Show each line in the listing below that contains the word "positions".

Segment Start: SUPPLIED DATA

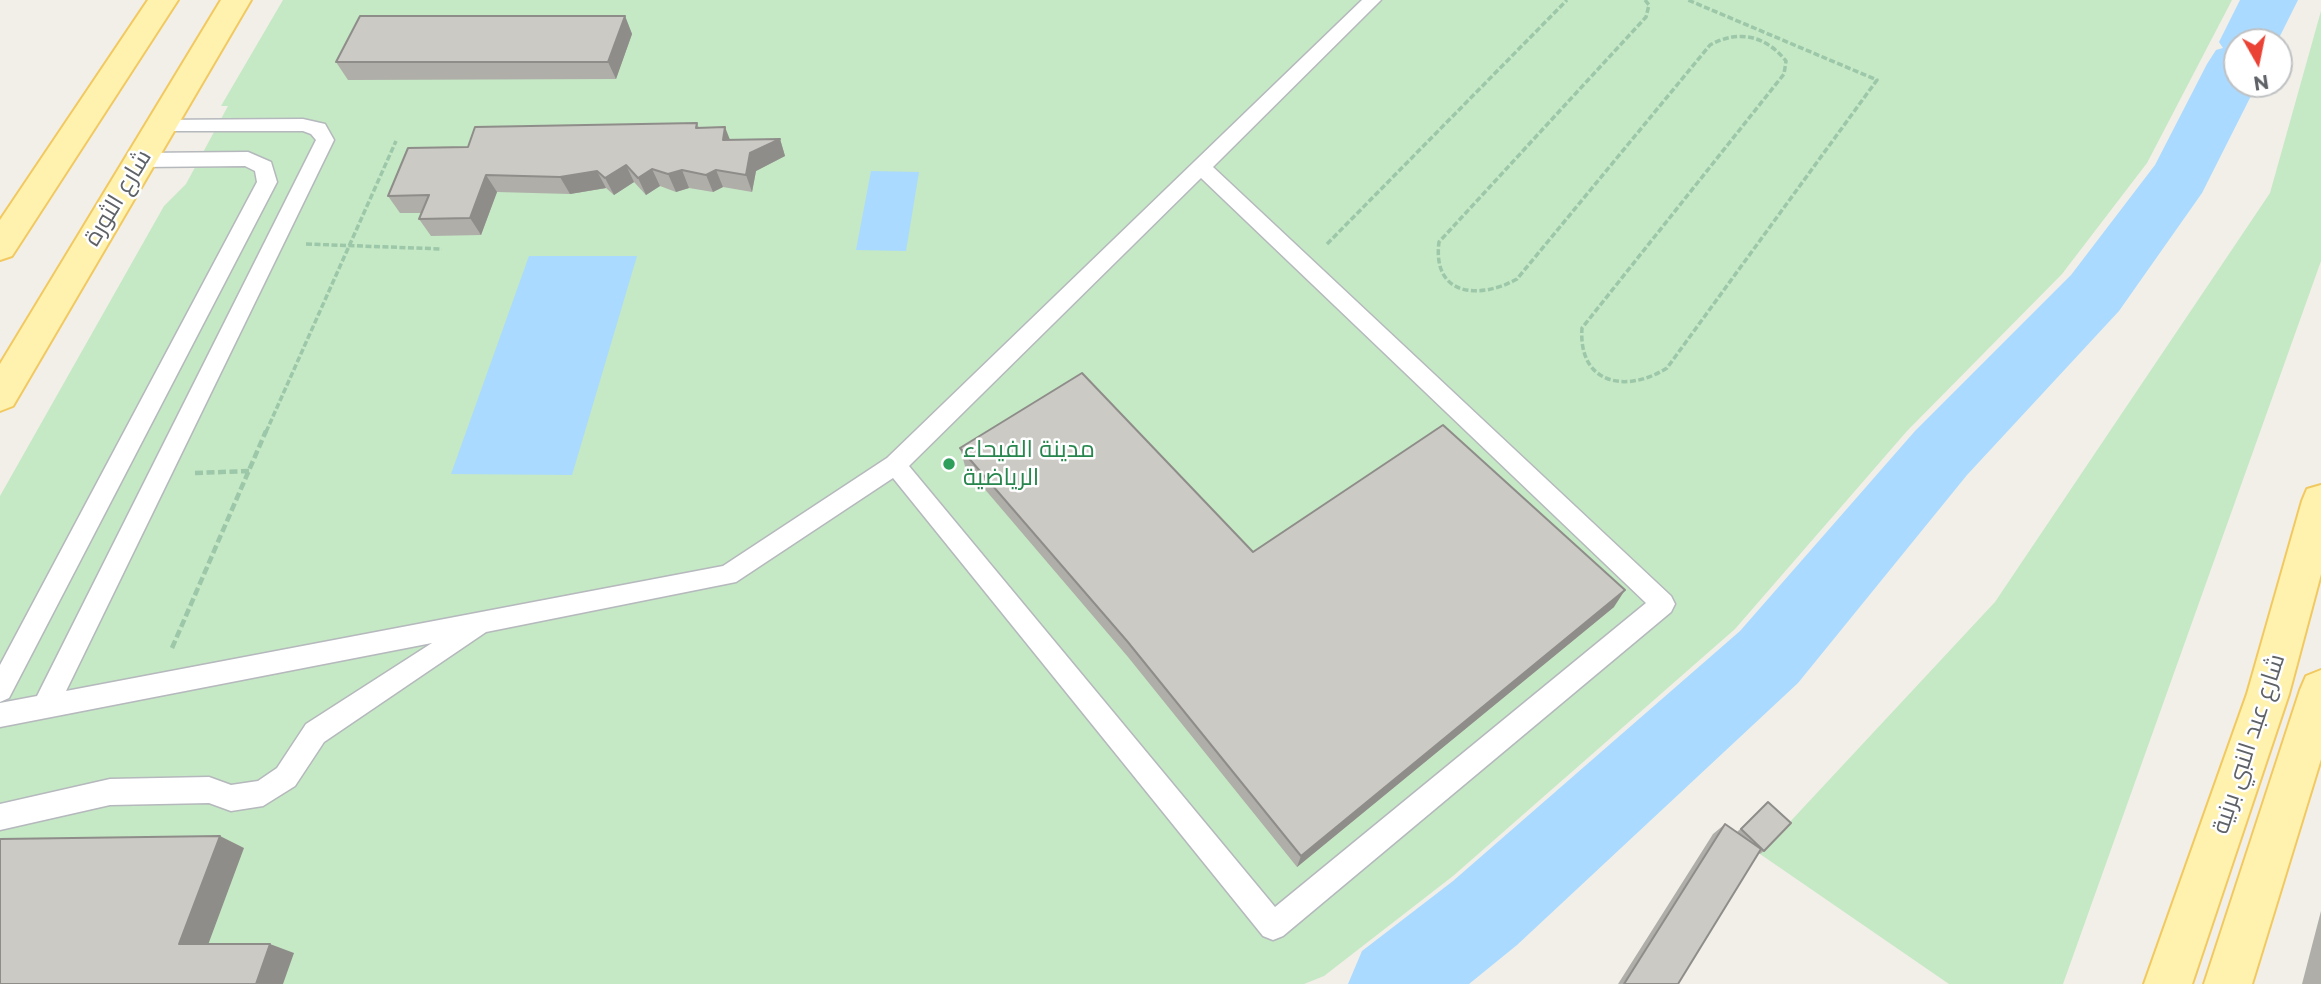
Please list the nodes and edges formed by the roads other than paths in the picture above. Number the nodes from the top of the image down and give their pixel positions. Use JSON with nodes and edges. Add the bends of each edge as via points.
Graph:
{"nodes":[{"id":1,"x":163,"y":0,"type":"edge"},
{"id":2,"x":236,"y":0,"type":"edge"},
{"id":3,"x":1372,"y":0,"type":"edge"},
{"id":4,"x":160,"y":125,"type":"junction"},
{"id":5,"x":141,"y":160,"type":"junction"},
{"id":6,"x":1201,"y":167,"type":"junction"},
{"id":7,"x":260,"y":198,"type":"junction"},
{"id":8,"x":297,"y":198,"type":"junction"},
{"id":9,"x":0,"y":247,"type":"edge"},
{"id":10,"x":0,"y":396,"type":"edge"},
{"id":11,"x":895,"y":464,"type":"junction"},
{"id":12,"x":2321,"y":501,"type":"edge"},
{"id":13,"x":488,"y":621,"type":"junction"},
{"id":14,"x":0,"y":690,"type":"edge"},
{"id":15,"x":2321,"y":690,"type":"edge"},
{"id":16,"x":45,"y":706,"type":"junction"},
{"id":17,"x":0,"y":715,"type":"edge"},
{"id":18,"x":0,"y":817,"type":"edge"},
{"id":19,"x":2168,"y":984,"type":"edge"},
{"id":20,"x":2228,"y":984,"type":"edge"}],
"edges":[{"from":1,"to":9,"type":"main road"},
{"from":2,"to":4,"type":"main road","name":"شارع الثورة"},
{"from":3,"to":6,"type":"lane"},
{"from":4,"to":5,"type":"main road","name":"شارع الثورة"},
{"from":4,"to":8,"type":"lane","via":[[303,125],[318,130],[325,140],[323,147]]},
{"from":5,"to":7,"type":"lane","via":[[258,162],[267,174]]},
{"from":5,"to":10,"type":"main road","name":"شارع الثورة"},
{"from":6,"to":11,"type":"lane"},
{"from":6,"to":11,"type":"lane","via":[[1663,604],[1273,926]]},
{"from":7,"to":8,"type":"lane"},
{"from":7,"to":14,"type":"lane"},
{"from":8,"to":16,"type":"lane"},
{"from":11,"to":13,"type":"lane","via":[[728,575]]},
{"from":12,"to":19,"type":"main road","name":"شارع عبد النبي برنية","via":[[2268,694]]},
{"from":13,"to":16,"type":"lane"},
{"from":13,"to":18,"type":"lane","via":[[315,733],[286,777],[263,793],[231,798],[209,790],[110,792]]},
{"from":15,"to":20,"type":"main road"},
{"from":16,"to":17,"type":"lane"}]}
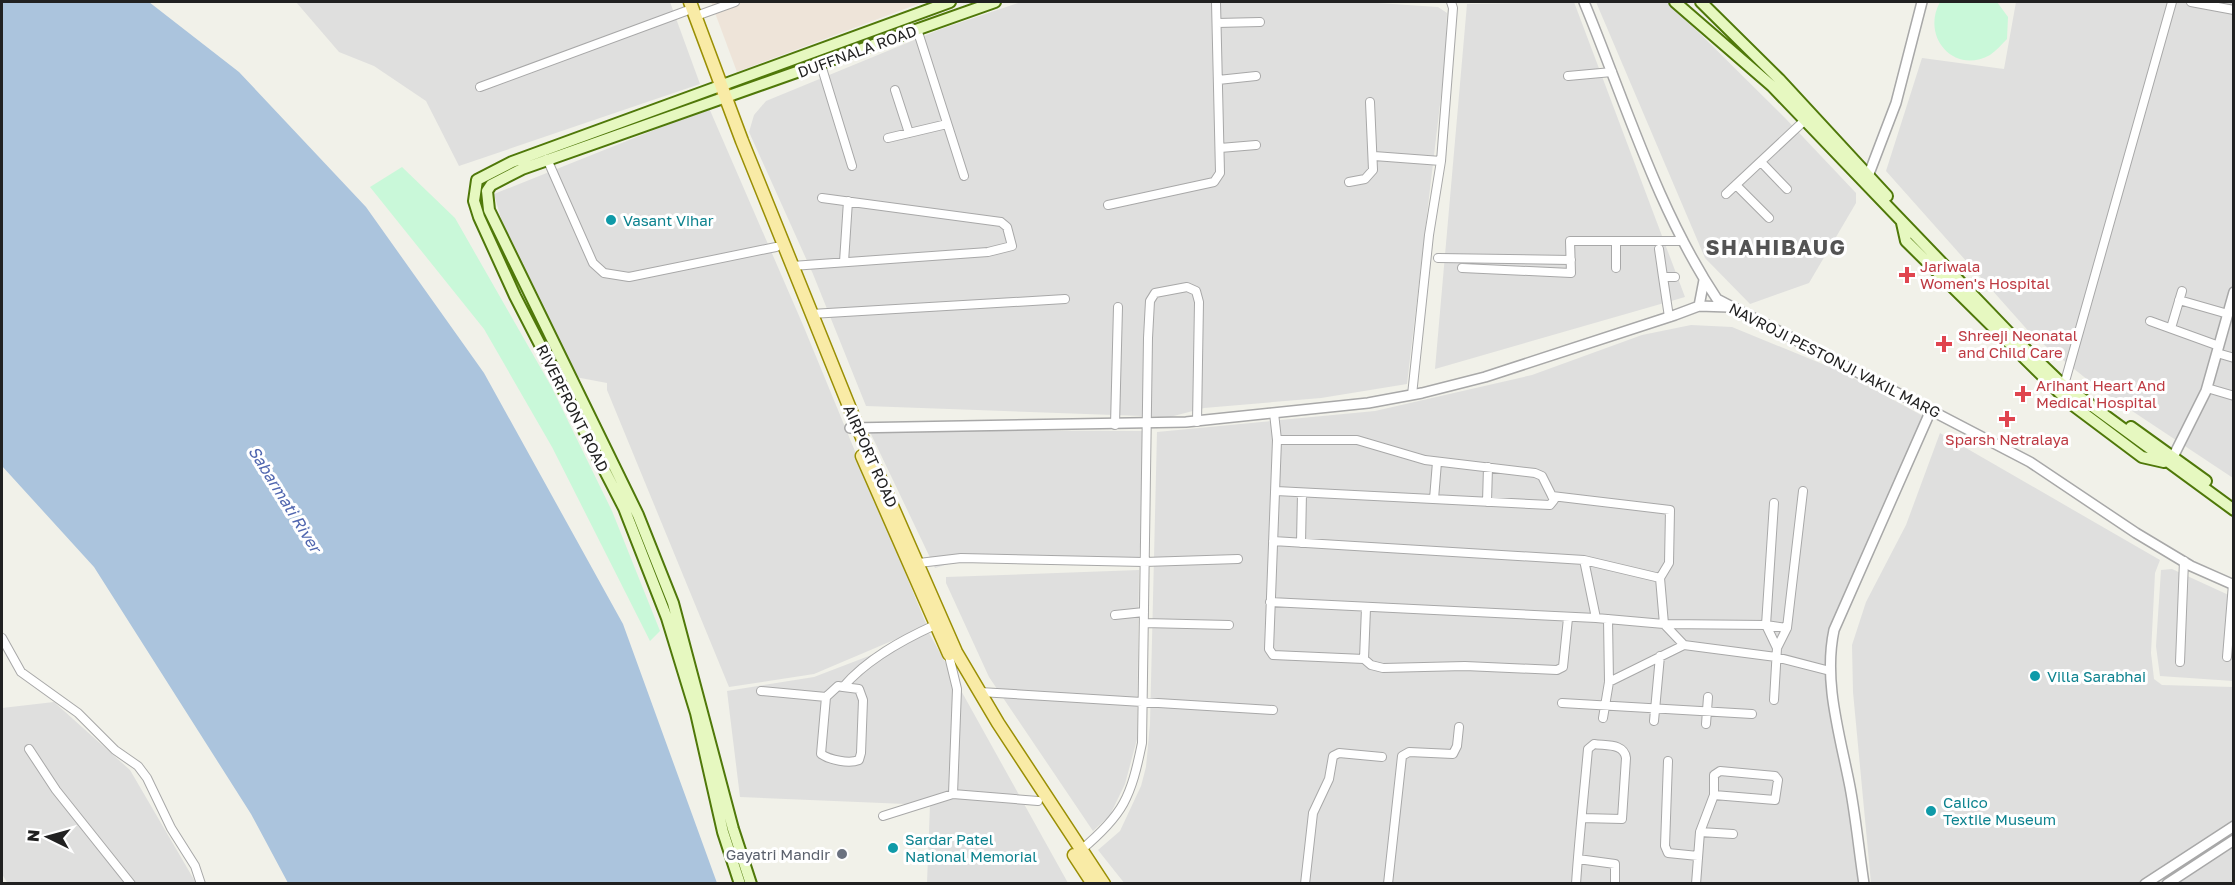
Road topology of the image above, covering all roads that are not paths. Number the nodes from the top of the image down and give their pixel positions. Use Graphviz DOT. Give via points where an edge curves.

Segment End: SUPPLIED DATA

▶ _RESPONSE TO THE EXERCISE_:
Please list the nodes and edges formed by the roads other than paths in the picture above. Number the nodes from the top of the image down and give their pixel positions. Use JSON with nodes and edges. Add the bends of each edge as via points.
Road topology of the image above, covering all roads that are not paths. Number the nodes from the top of the image down and give their pixel positions. Use Graphviz DOT. Give via points where an edge curves.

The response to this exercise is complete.